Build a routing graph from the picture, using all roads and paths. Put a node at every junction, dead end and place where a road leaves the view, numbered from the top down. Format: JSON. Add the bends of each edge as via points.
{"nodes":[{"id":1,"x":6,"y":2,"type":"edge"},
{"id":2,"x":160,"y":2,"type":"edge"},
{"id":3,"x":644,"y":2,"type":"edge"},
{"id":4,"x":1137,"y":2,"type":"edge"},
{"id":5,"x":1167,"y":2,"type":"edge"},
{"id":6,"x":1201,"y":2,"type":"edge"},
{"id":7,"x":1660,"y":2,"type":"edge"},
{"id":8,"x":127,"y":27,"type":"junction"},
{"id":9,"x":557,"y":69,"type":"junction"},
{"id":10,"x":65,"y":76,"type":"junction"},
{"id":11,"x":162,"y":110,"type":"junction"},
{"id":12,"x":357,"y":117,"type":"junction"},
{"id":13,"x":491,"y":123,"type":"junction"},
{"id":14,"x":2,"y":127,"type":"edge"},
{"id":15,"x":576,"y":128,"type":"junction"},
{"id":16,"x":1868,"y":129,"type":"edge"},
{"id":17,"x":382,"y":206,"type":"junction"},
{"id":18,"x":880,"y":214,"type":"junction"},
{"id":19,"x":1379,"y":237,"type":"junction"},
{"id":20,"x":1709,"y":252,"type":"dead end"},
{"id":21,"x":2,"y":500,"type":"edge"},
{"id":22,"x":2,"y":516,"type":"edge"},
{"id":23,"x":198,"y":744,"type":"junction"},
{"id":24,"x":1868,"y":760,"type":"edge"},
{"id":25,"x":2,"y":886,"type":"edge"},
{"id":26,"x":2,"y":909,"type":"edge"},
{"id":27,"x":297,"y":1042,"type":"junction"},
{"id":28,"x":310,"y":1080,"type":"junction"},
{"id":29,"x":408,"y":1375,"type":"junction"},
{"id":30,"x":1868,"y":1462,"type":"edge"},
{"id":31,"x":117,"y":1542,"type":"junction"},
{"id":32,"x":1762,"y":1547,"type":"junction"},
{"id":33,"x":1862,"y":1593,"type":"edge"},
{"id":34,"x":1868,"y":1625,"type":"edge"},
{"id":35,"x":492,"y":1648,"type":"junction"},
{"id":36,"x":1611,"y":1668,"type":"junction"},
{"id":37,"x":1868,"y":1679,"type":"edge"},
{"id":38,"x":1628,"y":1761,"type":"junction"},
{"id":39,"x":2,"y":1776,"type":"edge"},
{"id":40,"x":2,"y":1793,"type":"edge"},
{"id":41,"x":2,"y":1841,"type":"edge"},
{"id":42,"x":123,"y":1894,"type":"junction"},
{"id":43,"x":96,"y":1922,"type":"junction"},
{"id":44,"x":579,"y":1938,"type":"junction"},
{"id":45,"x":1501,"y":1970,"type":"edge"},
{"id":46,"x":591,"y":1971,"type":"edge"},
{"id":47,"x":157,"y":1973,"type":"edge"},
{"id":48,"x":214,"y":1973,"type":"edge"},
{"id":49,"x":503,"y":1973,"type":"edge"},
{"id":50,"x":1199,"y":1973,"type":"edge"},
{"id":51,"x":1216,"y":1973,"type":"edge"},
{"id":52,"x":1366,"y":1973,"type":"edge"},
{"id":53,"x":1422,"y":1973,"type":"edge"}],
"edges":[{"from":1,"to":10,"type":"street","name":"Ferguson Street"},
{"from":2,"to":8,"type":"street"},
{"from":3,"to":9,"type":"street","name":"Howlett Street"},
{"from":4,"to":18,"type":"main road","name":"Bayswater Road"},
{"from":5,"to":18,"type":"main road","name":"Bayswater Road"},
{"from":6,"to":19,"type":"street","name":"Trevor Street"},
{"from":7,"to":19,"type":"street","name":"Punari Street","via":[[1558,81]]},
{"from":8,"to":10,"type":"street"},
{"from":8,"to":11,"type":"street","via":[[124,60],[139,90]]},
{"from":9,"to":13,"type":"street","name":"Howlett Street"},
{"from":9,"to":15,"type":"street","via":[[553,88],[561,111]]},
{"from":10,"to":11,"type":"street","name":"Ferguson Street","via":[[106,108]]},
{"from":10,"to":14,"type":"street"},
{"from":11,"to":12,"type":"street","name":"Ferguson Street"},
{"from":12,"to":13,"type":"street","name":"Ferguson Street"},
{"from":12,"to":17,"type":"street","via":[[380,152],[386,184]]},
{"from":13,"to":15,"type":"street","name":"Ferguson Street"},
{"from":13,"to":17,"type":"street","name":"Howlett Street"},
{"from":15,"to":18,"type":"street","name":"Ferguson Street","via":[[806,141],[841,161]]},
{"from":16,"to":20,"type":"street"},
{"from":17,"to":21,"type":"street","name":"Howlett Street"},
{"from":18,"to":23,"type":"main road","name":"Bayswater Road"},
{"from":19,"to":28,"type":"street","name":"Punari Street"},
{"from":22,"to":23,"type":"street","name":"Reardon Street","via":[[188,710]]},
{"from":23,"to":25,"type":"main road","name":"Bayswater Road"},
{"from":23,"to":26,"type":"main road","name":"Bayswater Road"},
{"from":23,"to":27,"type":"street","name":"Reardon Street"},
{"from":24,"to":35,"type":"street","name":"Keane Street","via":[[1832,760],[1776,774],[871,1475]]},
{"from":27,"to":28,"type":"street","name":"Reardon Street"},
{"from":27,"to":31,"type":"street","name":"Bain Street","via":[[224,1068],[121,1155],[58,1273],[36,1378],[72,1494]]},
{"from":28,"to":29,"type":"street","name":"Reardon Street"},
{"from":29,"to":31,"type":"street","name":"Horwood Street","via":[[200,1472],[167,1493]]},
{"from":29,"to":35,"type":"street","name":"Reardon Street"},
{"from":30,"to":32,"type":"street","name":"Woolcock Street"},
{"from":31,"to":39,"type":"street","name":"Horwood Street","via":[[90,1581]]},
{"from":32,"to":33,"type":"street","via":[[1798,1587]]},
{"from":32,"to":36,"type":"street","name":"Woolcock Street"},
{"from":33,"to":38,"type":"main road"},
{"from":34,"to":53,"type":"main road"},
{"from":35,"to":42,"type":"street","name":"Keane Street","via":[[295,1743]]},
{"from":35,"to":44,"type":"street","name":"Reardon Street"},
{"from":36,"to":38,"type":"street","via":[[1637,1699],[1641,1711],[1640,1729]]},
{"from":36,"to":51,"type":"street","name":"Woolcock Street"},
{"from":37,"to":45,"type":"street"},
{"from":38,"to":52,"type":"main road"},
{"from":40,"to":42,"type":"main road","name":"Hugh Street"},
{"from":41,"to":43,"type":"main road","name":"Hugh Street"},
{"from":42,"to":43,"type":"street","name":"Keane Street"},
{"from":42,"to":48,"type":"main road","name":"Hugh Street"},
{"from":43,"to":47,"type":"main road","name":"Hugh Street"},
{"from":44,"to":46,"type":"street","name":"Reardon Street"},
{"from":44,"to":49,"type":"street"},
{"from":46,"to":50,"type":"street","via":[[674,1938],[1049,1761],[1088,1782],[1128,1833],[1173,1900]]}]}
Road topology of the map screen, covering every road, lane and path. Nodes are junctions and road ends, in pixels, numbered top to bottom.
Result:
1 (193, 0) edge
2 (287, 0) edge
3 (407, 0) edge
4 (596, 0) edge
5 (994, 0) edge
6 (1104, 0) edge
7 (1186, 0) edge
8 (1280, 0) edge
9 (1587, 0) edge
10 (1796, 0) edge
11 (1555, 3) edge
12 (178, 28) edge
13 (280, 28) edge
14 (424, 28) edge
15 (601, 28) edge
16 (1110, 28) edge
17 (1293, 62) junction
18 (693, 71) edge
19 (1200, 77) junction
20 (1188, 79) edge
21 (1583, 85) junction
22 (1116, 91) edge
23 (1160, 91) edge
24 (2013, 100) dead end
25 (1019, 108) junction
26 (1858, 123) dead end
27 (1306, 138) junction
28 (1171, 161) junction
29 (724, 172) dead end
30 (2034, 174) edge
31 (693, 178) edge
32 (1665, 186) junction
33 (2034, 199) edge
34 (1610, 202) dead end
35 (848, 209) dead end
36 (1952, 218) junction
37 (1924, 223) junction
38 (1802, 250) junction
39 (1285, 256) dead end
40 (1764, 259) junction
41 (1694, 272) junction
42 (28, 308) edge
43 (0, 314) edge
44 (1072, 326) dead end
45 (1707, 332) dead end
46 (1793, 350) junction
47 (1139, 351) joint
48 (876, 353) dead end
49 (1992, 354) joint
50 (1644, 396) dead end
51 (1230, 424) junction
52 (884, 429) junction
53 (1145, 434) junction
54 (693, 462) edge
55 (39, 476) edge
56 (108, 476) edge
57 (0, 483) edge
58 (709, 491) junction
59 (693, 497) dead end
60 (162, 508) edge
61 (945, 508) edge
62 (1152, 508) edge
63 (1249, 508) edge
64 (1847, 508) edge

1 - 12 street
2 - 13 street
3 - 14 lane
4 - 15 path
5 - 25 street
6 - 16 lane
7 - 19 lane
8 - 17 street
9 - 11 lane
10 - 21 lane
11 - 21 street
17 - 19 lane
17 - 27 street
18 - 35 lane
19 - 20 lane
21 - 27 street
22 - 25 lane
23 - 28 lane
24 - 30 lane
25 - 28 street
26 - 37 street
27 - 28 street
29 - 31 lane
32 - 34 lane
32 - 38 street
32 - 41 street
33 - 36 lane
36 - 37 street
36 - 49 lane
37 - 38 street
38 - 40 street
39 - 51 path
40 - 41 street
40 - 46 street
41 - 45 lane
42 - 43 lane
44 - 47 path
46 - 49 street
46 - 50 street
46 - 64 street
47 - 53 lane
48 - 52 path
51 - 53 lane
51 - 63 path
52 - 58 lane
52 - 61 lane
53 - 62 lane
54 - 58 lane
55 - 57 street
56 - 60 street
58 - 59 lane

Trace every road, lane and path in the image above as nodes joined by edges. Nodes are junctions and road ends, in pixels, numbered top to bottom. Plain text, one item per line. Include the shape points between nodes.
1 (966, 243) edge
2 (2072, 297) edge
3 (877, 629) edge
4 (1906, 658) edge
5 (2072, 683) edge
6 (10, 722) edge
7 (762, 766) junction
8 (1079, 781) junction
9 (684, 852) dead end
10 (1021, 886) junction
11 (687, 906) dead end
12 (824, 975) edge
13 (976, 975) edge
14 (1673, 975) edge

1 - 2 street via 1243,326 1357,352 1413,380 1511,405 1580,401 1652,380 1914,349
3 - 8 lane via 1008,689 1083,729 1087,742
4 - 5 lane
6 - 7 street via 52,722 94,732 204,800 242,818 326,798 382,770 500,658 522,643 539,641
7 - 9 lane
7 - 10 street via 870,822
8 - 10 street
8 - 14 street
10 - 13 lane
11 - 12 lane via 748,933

= = = =

→ Work item:
Retrieve each line from the records above where the word "Hugh" occurs.

→ Task result:
{"from":40,"to":42,"type":"main road","name":"Hugh Street"},
{"from":41,"to":43,"type":"main road","name":"Hugh Street"},
{"from":42,"to":48,"type":"main road","name":"Hugh Street"},
{"from":43,"to":47,"type":"main road","name":"Hugh Street"},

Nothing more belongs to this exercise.